Not fit for swimming

HEALTH officials in Lapu-Lapu City have advised the public to avoid swimming in the Mactan Channel and foraging for shellfish, as the water may have been contaminated after infectious wastes from three private hospitals washed up on the shore of four barangays.

Dr. Agnes Realiza, the city health officer, said the possibility that the city’s coastal water had been contaminated was not farfetched, considering the volume of hazardous wastes that were found this week.

Mayor Paz Radaza echoed Realiza’s sentiment, saying it was no longer safe to swim in the Mactan Channel, especially since many vessels also used that stretch of water. However, it was still safe in the Hilutungan Channel, located on the opposite side of the island, she said.
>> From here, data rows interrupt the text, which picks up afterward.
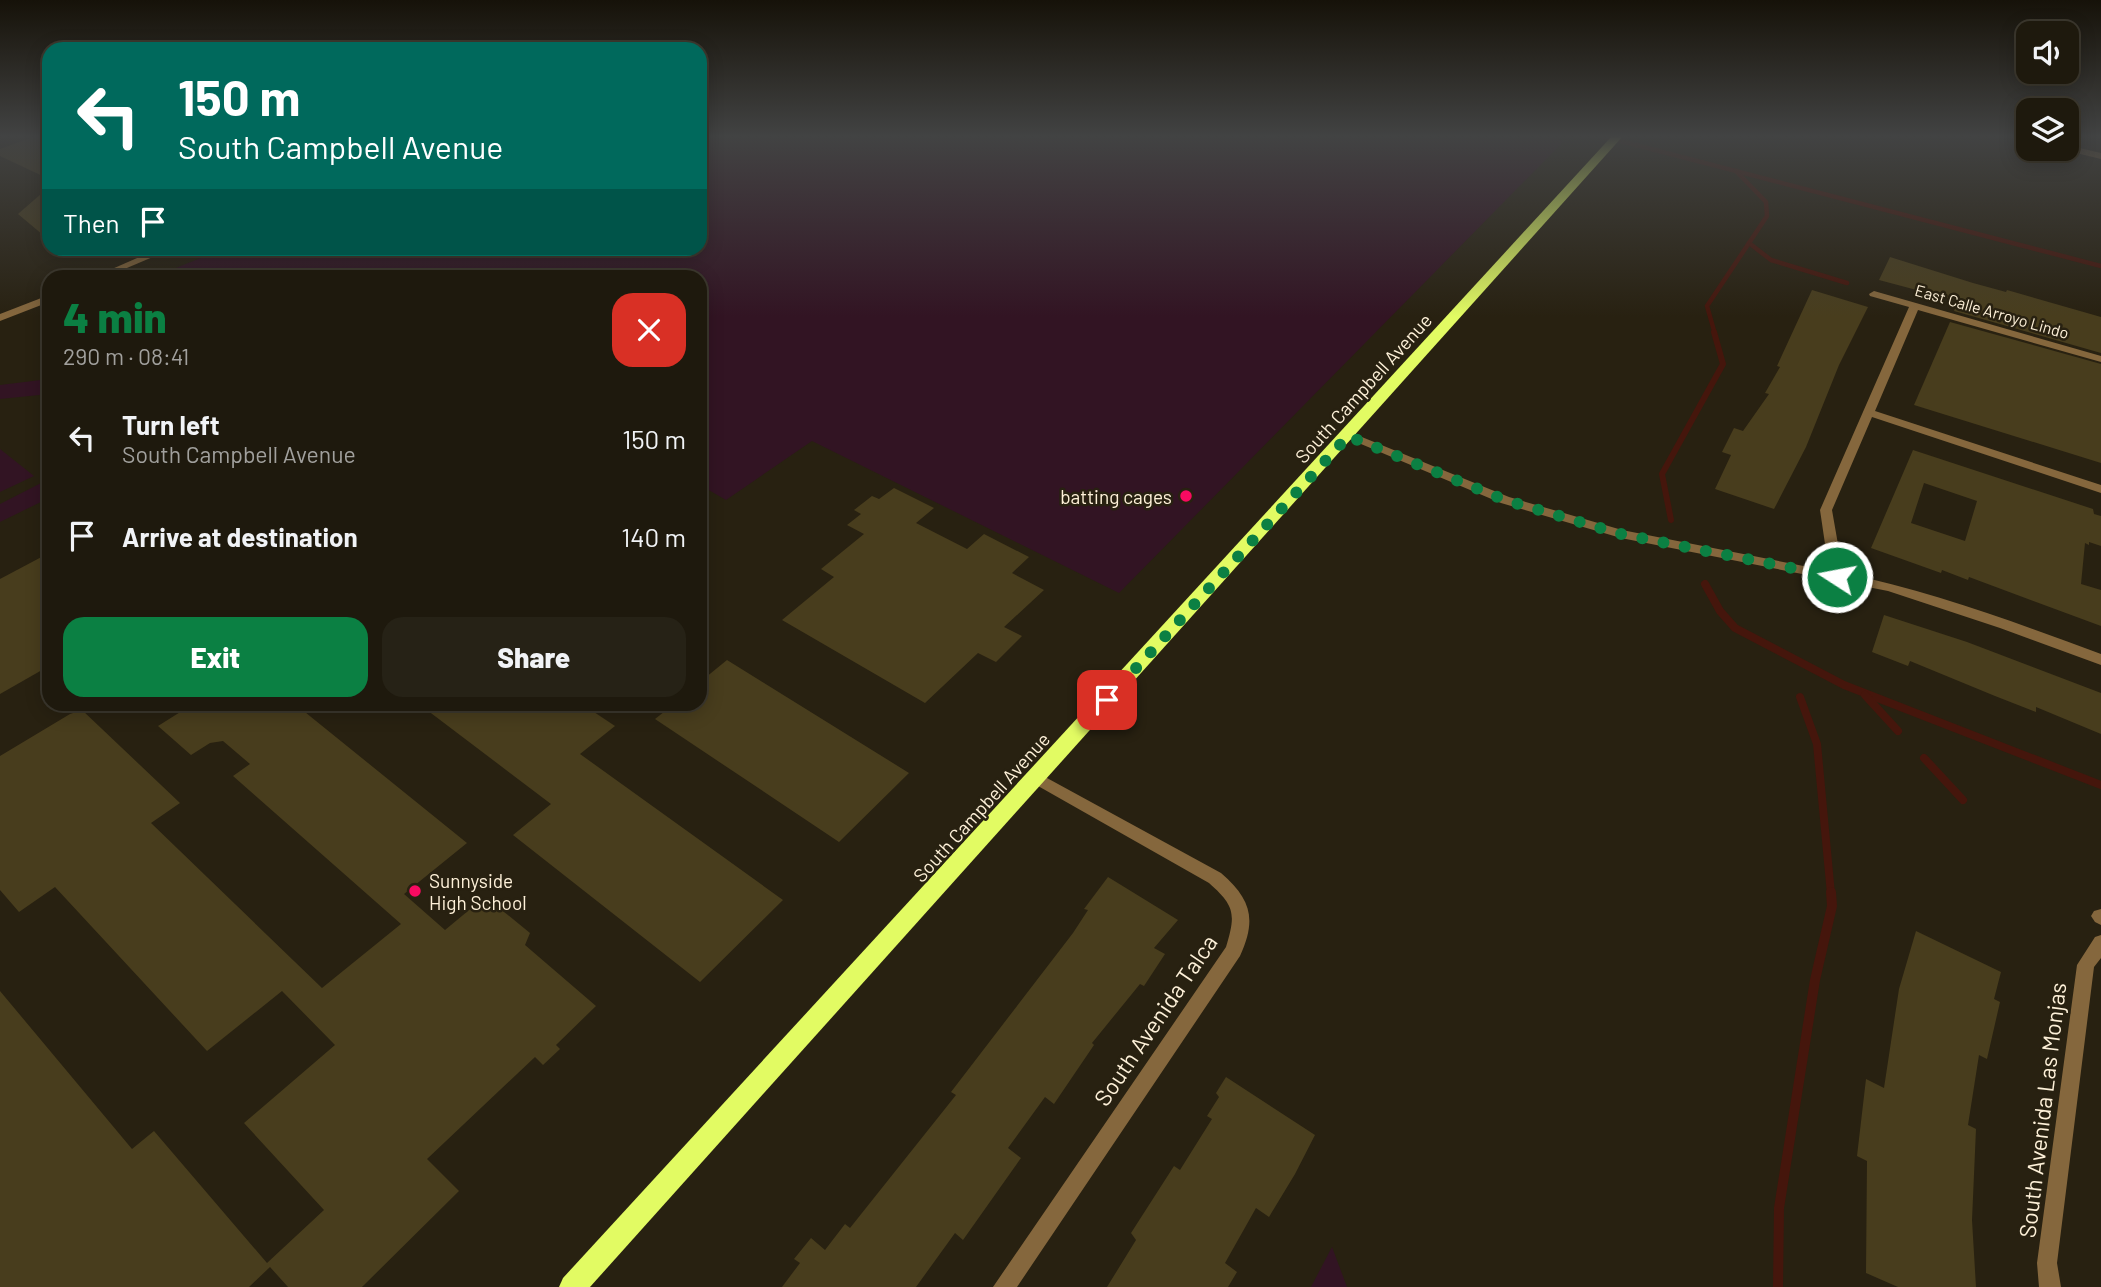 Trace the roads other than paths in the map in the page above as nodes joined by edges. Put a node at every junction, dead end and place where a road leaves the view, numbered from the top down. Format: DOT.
graph roads {
  1 [pos="1564,196"];
  2 [pos="150,256"];
  3 [pos="116,270"];
  4 [pos="1874,294"];
  5 [pos="42,301"];
  6 [pos="1915,305"];
  7 [pos="0,318"];
  8 [pos="2101,359"];
  9 [pos="1868,412"];
  10 [pos="1348,436"];
  11 [pos="2101,489"];
  12 [pos="1837,577"];
  13 [pos="2101,660"];
  14 [pos="1036,778"];
  15 [pos="2101,943"];
  16 [pos="572,1287"];
  17 [pos="1004,1287"];
  18 [pos="2050,1287"];
  1 -- 10 [label="main road, South Campbell Avenue"];
  2 -- 3 [label="street"];
  4 -- 6 [label="street, East Calle Arroyo Lindo"];
  5 -- 7 [label="street"];
  6 -- 8 [label="street, East Calle Arroyo Lindo"];
  6 -- 9 [label="street"];
  9 -- 11 [label="street"];
  9 -- 12 [label="street"];
  10 -- 12 [label="street"];
  10 -- 14 [label="main road, South Campbell Avenue"];
  12 -- 13 [label="street"];
  14 -- 16 [label="main road, South Campbell Avenue"];
  14 -- 17 [label="street, South Avenida Talca"];
  15 -- 18 [label="street, South Avenida Las Monjas"];
} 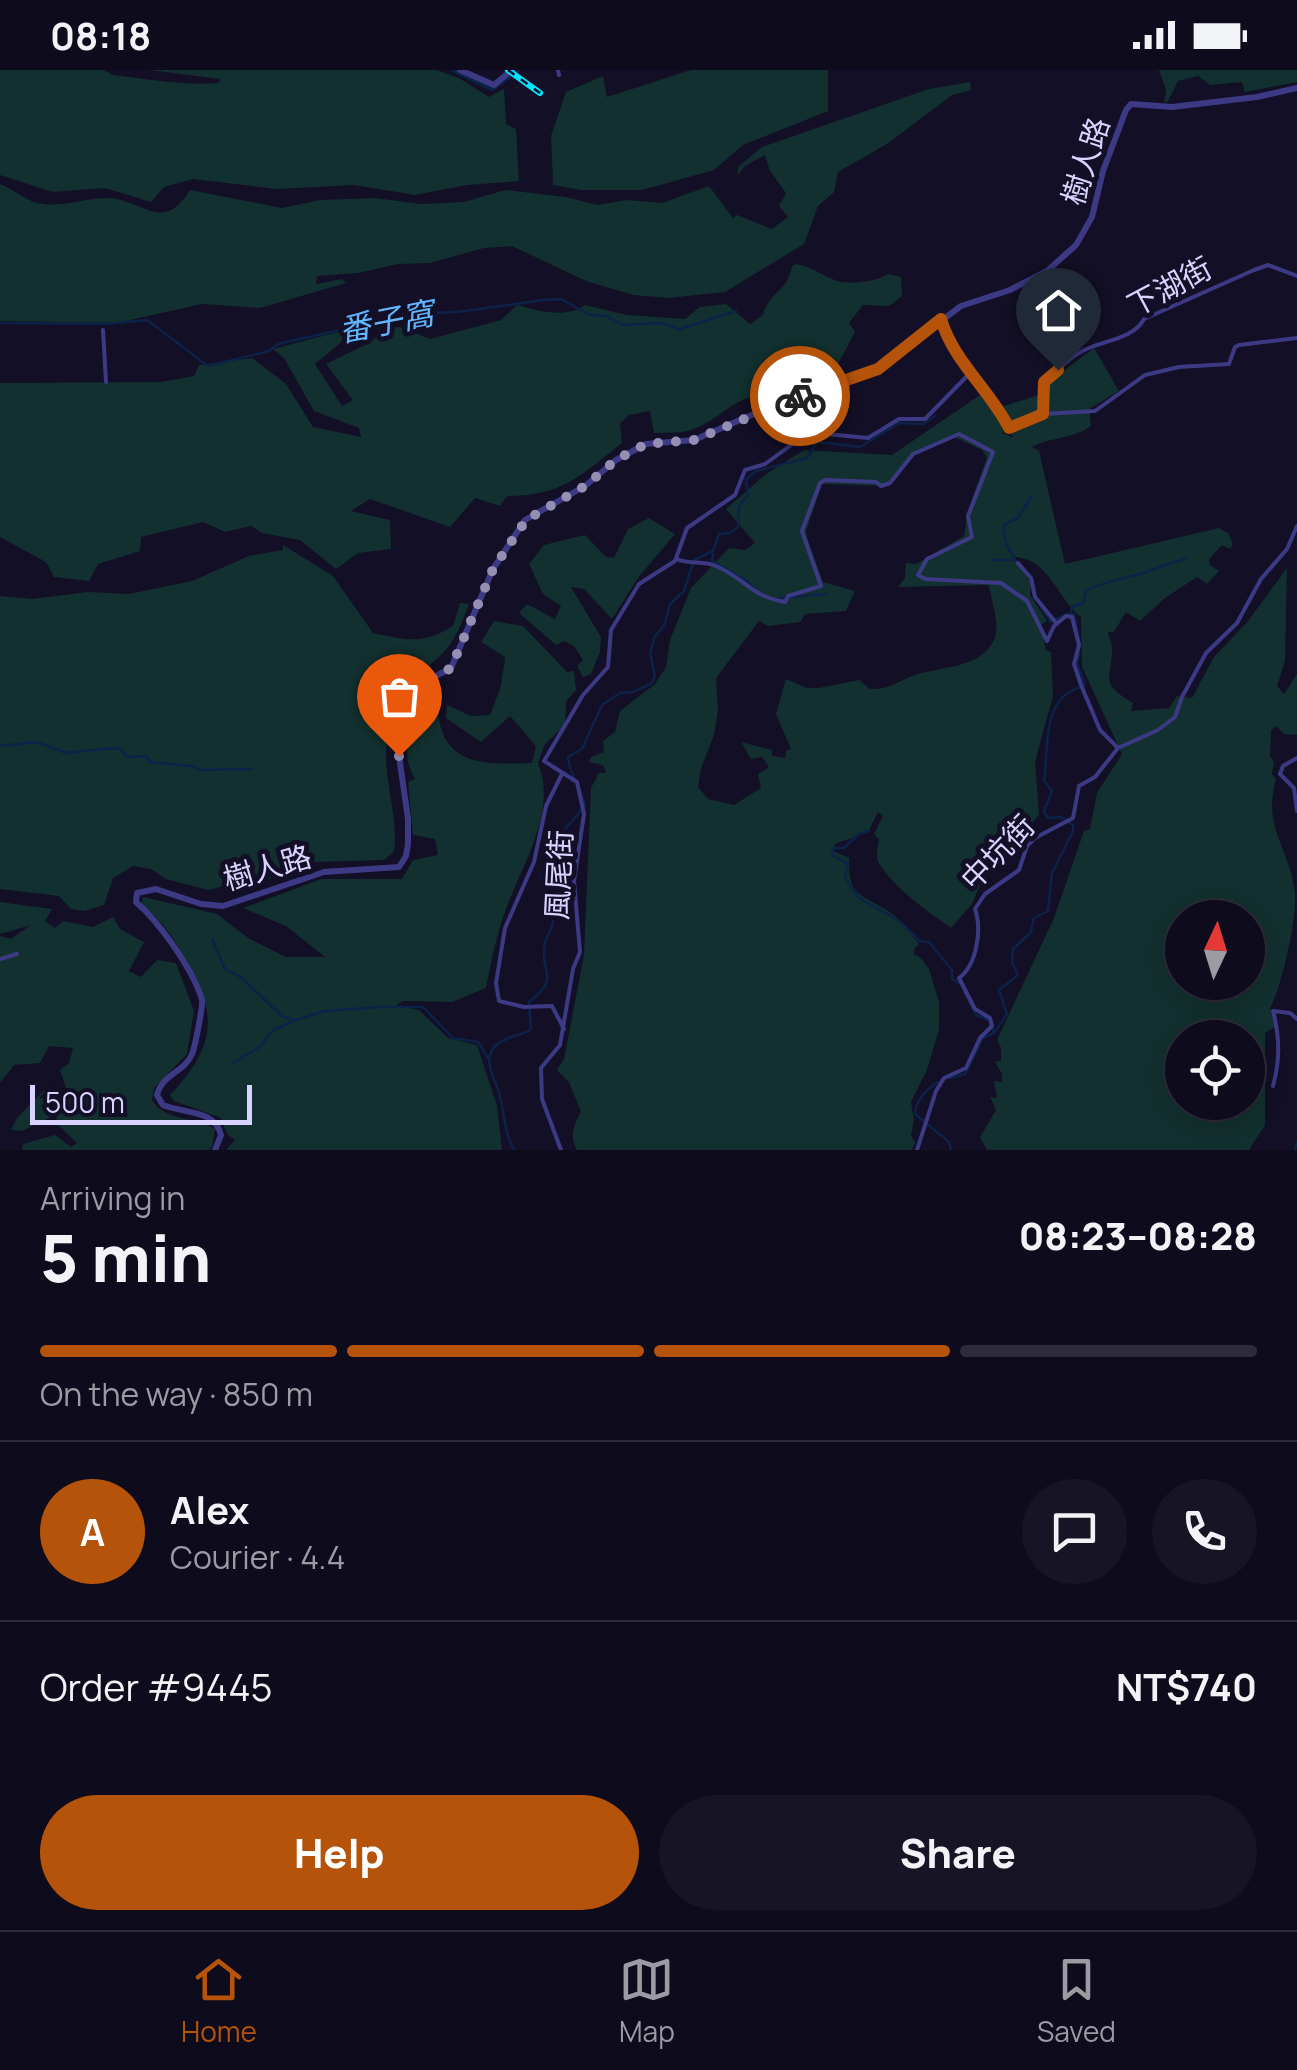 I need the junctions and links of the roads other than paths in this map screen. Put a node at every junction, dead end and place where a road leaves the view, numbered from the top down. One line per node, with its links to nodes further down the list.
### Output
1 (460, 70): 2 (street)
2 (512, 70)
3 (1297, 88): 5 (street, 樹人路)
4 (1297, 276): 10 (street, 下湖街)
5 (941, 319): 8 (street); 24 (street, 樹人路)
6 (103, 330): 9 (street)
7 (1297, 338): 10 (street)
8 (971, 372): 10 (street); 12 (street, 風尾街)
9 (106, 382)
10 (1043, 414)
11 (1297, 526): 15 (street, 中坑街)
12 (676, 558): 14 (street); 17 (street, 風尾街)
13 (1018, 564): 14 (street)
14 (1055, 622): 15 (street)
15 (1118, 748): 26 (street, 中坑街)
16 (1297, 758): 18 (street)
17 (562, 774): 22 (street, 風尾街); 22 (street)
18 (1297, 811)
19 (17, 954): 20 (street)
20 (0, 959)
21 (1297, 1019): 23 (street)
22 (564, 1029): 25 (street, 風尾街)
23 (1273, 1086)
24 (215, 1150)
25 (561, 1150)
26 (918, 1150)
Roderico Tagaan, City Environment and Natural Resources Office (Cenro) chief, said they also found medical wastes off a shipyard in Barangay Poblacion on Wednesday, Jan. 9.

He believed the wastes had been there for a while because of its stench.

He said sanitary inspectors recovered blood bags marked for those afflicted with human immunodeficiency virus and small containers of sputum or phlegm.

The Lapu-Lapu City Government planned to charge those responsible for violating Republic Act (RA) 9275, or the Philippine Clean Water Act of 2004, and RA 6969, or the Toxic Substances and Hazardous and Nuclear Waste Control Act of 1990.

Notices of violations

As of Wednesday, local environmental officials found 50 kilos of medical wastes on the coasts of Barangays Ibo, Poblacion, Pusok and Pajo.

The Environmental Management Bureau (EMB) 7, in a statement, said it would issue notices of violations to two firms after the medical wastes discovered in Ibo were traced back to them.

The EMB 7 already fined Chong Hua Hospital Mandaue and Cancer Center (CHHMCC) and its third-party service provider, Davao City Environmental Care Inc. (DCECI), P100,000 each for violating various environmental laws for failing to properly dispose of and transport infectious wastes.

The agency summoned the two firms to a technical conference on Wednesday to apprise them of their violations, which included violating the Department of Environment and Natural Resources Administrative Order (AO) 2013-22, or the Revised Procedures and Standards for the Management of Hazardous Waste, among others.

Based on the DCECI’s certificate of treatment, it was only allowed to collect and treat CHHMCC’s hazardous wastes up to September 2018. But DCECI personnel said they continued to do this until last Jan. 2, which was a violation of AO 2013-22 and had a corresponding penalty of P50,000, the EMB 7 said.

The EMB 7 also found out that the DCECI exceeded the allowable eight metric tons annual treatment capacity, which violated the conditions of its Environmental Compliance Certificate (ECC). Non-compliance of ECC conditions was sufficient cause to suspend or cancel the ECC or impose a fine of P50,000, EMB 7 added.

The agency also called the CHHMCC’s attention to its violation of various environmental provisions, such as the failure to present manifest forms of previous and current collections of its medical wastes by DCECI.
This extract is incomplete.